» **Dataset entries**:

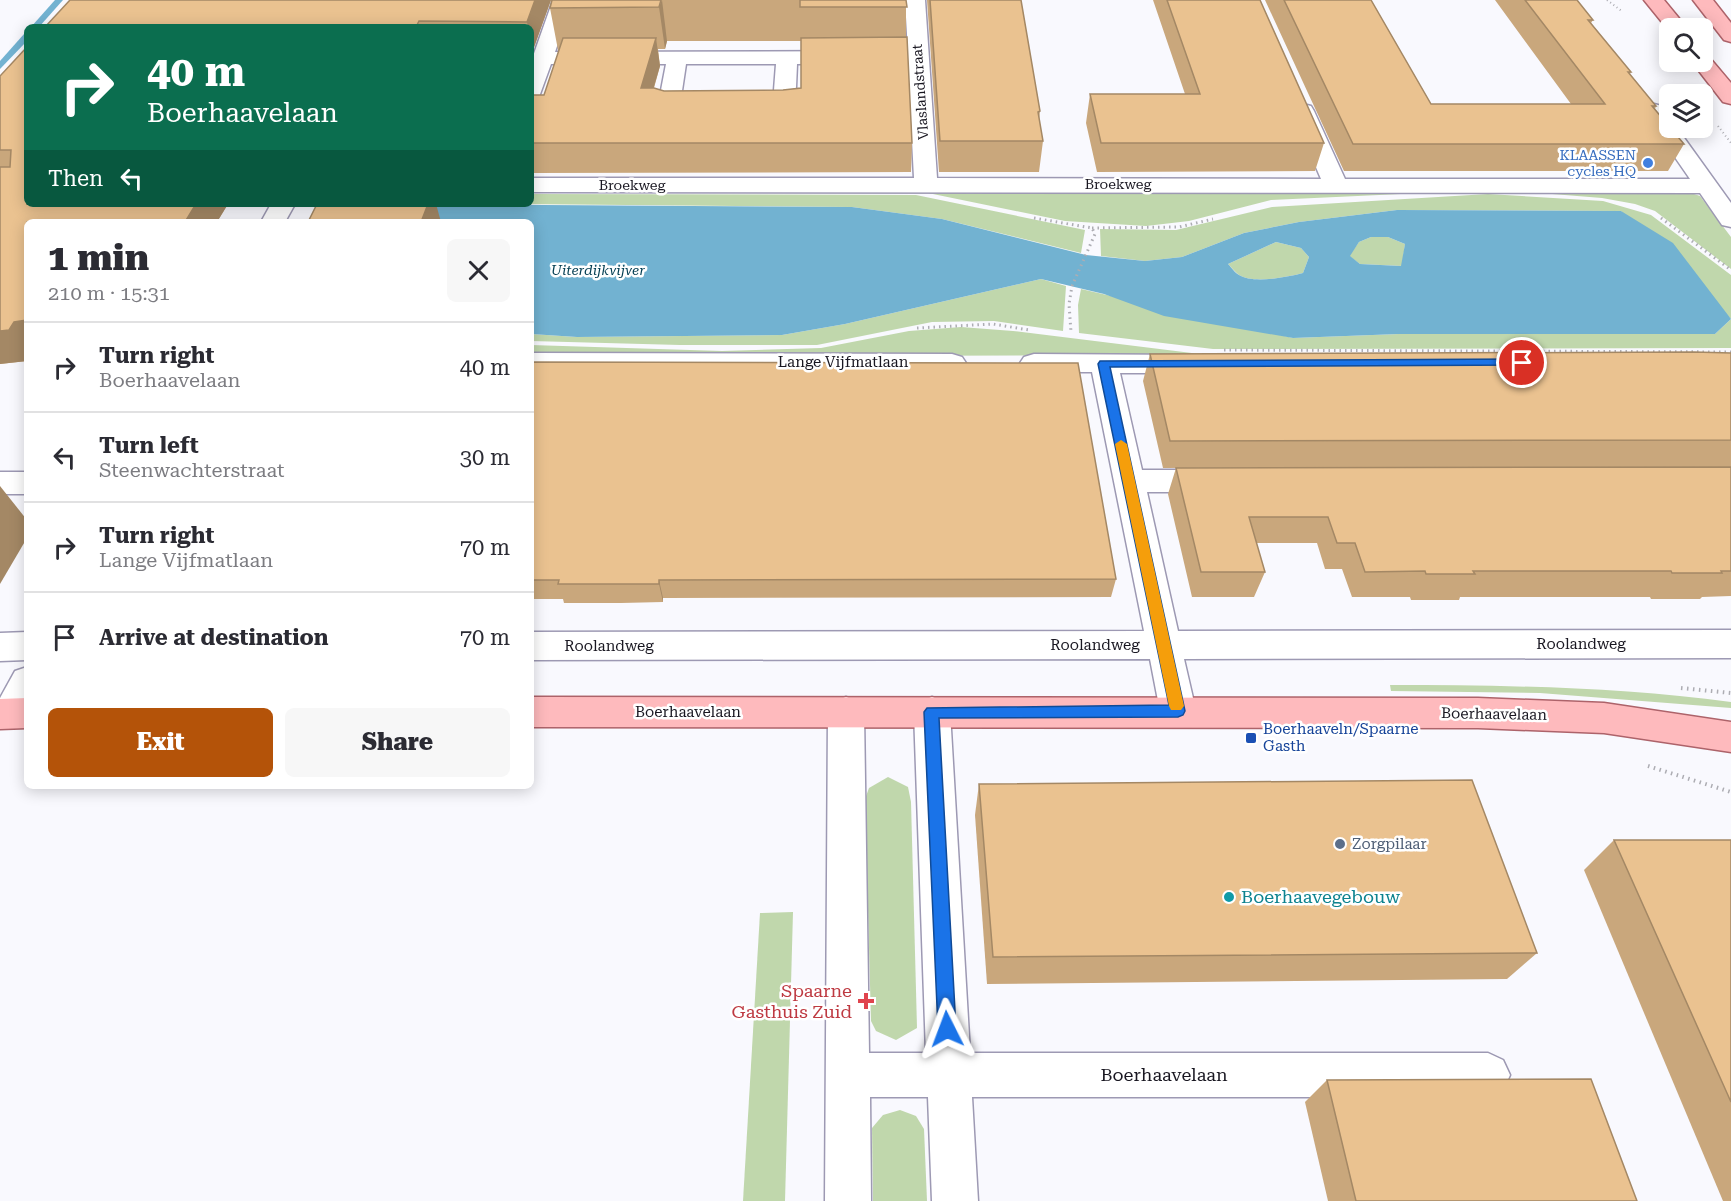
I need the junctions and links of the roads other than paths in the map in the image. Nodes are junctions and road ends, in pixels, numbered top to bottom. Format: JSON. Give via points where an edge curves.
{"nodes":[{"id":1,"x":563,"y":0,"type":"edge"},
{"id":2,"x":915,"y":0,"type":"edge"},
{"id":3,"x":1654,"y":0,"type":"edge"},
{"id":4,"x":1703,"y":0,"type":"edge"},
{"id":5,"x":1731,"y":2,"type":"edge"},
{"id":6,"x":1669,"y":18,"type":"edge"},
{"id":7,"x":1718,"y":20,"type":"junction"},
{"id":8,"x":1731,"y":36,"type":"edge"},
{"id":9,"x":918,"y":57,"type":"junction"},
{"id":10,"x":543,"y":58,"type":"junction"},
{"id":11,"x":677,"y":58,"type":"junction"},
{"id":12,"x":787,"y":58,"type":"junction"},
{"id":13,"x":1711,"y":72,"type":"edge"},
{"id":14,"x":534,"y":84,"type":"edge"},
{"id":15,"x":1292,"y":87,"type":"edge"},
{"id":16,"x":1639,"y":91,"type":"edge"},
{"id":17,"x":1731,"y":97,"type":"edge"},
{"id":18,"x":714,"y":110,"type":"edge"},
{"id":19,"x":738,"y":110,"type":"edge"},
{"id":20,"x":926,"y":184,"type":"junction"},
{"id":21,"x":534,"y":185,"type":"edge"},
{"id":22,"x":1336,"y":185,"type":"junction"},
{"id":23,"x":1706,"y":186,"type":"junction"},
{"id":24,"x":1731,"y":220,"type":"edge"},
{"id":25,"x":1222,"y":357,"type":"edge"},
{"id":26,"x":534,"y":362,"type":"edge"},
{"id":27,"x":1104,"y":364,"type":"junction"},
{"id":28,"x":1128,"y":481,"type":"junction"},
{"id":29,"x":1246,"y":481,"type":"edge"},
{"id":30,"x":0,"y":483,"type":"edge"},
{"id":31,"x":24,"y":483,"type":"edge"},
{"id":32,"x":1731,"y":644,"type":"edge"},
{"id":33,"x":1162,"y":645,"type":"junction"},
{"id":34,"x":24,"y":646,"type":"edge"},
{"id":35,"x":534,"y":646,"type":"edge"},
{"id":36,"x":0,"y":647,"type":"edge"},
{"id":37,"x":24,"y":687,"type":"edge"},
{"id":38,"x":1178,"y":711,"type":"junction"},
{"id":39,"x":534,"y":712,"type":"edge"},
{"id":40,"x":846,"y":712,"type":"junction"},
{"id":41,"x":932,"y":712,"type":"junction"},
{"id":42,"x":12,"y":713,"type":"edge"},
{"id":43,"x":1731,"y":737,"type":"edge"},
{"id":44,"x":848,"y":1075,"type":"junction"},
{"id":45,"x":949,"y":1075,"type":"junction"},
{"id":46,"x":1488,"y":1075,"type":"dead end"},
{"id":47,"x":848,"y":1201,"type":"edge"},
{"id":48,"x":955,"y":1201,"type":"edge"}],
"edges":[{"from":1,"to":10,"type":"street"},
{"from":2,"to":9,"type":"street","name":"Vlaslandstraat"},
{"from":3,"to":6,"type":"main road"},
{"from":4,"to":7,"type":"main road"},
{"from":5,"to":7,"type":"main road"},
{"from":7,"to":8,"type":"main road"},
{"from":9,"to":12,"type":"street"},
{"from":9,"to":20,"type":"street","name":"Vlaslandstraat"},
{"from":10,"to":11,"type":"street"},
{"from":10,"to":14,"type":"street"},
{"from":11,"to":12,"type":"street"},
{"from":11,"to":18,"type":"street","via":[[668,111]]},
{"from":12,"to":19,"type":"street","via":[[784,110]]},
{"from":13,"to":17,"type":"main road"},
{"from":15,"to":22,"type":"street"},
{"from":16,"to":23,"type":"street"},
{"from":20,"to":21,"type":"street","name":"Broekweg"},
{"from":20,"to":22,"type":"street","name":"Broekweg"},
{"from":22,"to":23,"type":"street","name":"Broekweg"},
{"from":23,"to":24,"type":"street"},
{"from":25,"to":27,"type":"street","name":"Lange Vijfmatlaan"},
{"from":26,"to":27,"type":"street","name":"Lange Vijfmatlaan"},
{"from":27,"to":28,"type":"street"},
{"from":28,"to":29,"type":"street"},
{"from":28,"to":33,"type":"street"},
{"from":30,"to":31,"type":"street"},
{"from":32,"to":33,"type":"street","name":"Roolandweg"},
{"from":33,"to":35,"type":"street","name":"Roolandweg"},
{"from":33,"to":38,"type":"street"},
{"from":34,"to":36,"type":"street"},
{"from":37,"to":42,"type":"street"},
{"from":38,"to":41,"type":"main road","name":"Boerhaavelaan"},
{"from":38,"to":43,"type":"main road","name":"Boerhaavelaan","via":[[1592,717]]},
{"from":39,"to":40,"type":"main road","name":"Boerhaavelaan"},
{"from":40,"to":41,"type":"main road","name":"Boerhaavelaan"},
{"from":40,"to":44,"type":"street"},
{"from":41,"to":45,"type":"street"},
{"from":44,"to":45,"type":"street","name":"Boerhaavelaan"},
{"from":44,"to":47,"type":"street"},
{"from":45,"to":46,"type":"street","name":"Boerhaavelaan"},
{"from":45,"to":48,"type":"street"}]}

» **Exercise directions**: Reproduce every record verbatim, please. Omit the images.

» **Response to this exercise**:
I need the junctions and links of the roads other than paths in the map in the image. Nodes are junctions and road ends, in pixels, numbered top to bottom. Format: JSON. Give via points where an edge curves.
{"nodes":[{"id":1,"x":563,"y":0,"type":"edge"},
{"id":2,"x":915,"y":0,"type":"edge"},
{"id":3,"x":1654,"y":0,"type":"edge"},
{"id":4,"x":1703,"y":0,"type":"edge"},
{"id":5,"x":1731,"y":2,"type":"edge"},
{"id":6,"x":1669,"y":18,"type":"edge"},
{"id":7,"x":1718,"y":20,"type":"junction"},
{"id":8,"x":1731,"y":36,"type":"edge"},
{"id":9,"x":918,"y":57,"type":"junction"},
{"id":10,"x":543,"y":58,"type":"junction"},
{"id":11,"x":677,"y":58,"type":"junction"},
{"id":12,"x":787,"y":58,"type":"junction"},
{"id":13,"x":1711,"y":72,"type":"edge"},
{"id":14,"x":534,"y":84,"type":"edge"},
{"id":15,"x":1292,"y":87,"type":"edge"},
{"id":16,"x":1639,"y":91,"type":"edge"},
{"id":17,"x":1731,"y":97,"type":"edge"},
{"id":18,"x":714,"y":110,"type":"edge"},
{"id":19,"x":738,"y":110,"type":"edge"},
{"id":20,"x":926,"y":184,"type":"junction"},
{"id":21,"x":534,"y":185,"type":"edge"},
{"id":22,"x":1336,"y":185,"type":"junction"},
{"id":23,"x":1706,"y":186,"type":"junction"},
{"id":24,"x":1731,"y":220,"type":"edge"},
{"id":25,"x":1222,"y":357,"type":"edge"},
{"id":26,"x":534,"y":362,"type":"edge"},
{"id":27,"x":1104,"y":364,"type":"junction"},
{"id":28,"x":1128,"y":481,"type":"junction"},
{"id":29,"x":1246,"y":481,"type":"edge"},
{"id":30,"x":0,"y":483,"type":"edge"},
{"id":31,"x":24,"y":483,"type":"edge"},
{"id":32,"x":1731,"y":644,"type":"edge"},
{"id":33,"x":1162,"y":645,"type":"junction"},
{"id":34,"x":24,"y":646,"type":"edge"},
{"id":35,"x":534,"y":646,"type":"edge"},
{"id":36,"x":0,"y":647,"type":"edge"},
{"id":37,"x":24,"y":687,"type":"edge"},
{"id":38,"x":1178,"y":711,"type":"junction"},
{"id":39,"x":534,"y":712,"type":"edge"},
{"id":40,"x":846,"y":712,"type":"junction"},
{"id":41,"x":932,"y":712,"type":"junction"},
{"id":42,"x":12,"y":713,"type":"edge"},
{"id":43,"x":1731,"y":737,"type":"edge"},
{"id":44,"x":848,"y":1075,"type":"junction"},
{"id":45,"x":949,"y":1075,"type":"junction"},
{"id":46,"x":1488,"y":1075,"type":"dead end"},
{"id":47,"x":848,"y":1201,"type":"edge"},
{"id":48,"x":955,"y":1201,"type":"edge"}],
"edges":[{"from":1,"to":10,"type":"street"},
{"from":2,"to":9,"type":"street","name":"Vlaslandstraat"},
{"from":3,"to":6,"type":"main road"},
{"from":4,"to":7,"type":"main road"},
{"from":5,"to":7,"type":"main road"},
{"from":7,"to":8,"type":"main road"},
{"from":9,"to":12,"type":"street"},
{"from":9,"to":20,"type":"street","name":"Vlaslandstraat"},
{"from":10,"to":11,"type":"street"},
{"from":10,"to":14,"type":"street"},
{"from":11,"to":12,"type":"street"},
{"from":11,"to":18,"type":"street","via":[[668,111]]},
{"from":12,"to":19,"type":"street","via":[[784,110]]},
{"from":13,"to":17,"type":"main road"},
{"from":15,"to":22,"type":"street"},
{"from":16,"to":23,"type":"street"},
{"from":20,"to":21,"type":"street","name":"Broekweg"},
{"from":20,"to":22,"type":"street","name":"Broekweg"},
{"from":22,"to":23,"type":"street","name":"Broekweg"},
{"from":23,"to":24,"type":"street"},
{"from":25,"to":27,"type":"street","name":"Lange Vijfmatlaan"},
{"from":26,"to":27,"type":"street","name":"Lange Vijfmatlaan"},
{"from":27,"to":28,"type":"street"},
{"from":28,"to":29,"type":"street"},
{"from":28,"to":33,"type":"street"},
{"from":30,"to":31,"type":"street"},
{"from":32,"to":33,"type":"street","name":"Roolandweg"},
{"from":33,"to":35,"type":"street","name":"Roolandweg"},
{"from":33,"to":38,"type":"street"},
{"from":34,"to":36,"type":"street"},
{"from":37,"to":42,"type":"street"},
{"from":38,"to":41,"type":"main road","name":"Boerhaavelaan"},
{"from":38,"to":43,"type":"main road","name":"Boerhaavelaan","via":[[1592,717]]},
{"from":39,"to":40,"type":"main road","name":"Boerhaavelaan"},
{"from":40,"to":41,"type":"main road","name":"Boerhaavelaan"},
{"from":40,"to":44,"type":"street"},
{"from":41,"to":45,"type":"street"},
{"from":44,"to":45,"type":"street","name":"Boerhaavelaan"},
{"from":44,"to":47,"type":"street"},
{"from":45,"to":46,"type":"street","name":"Boerhaavelaan"},
{"from":45,"to":48,"type":"street"}]}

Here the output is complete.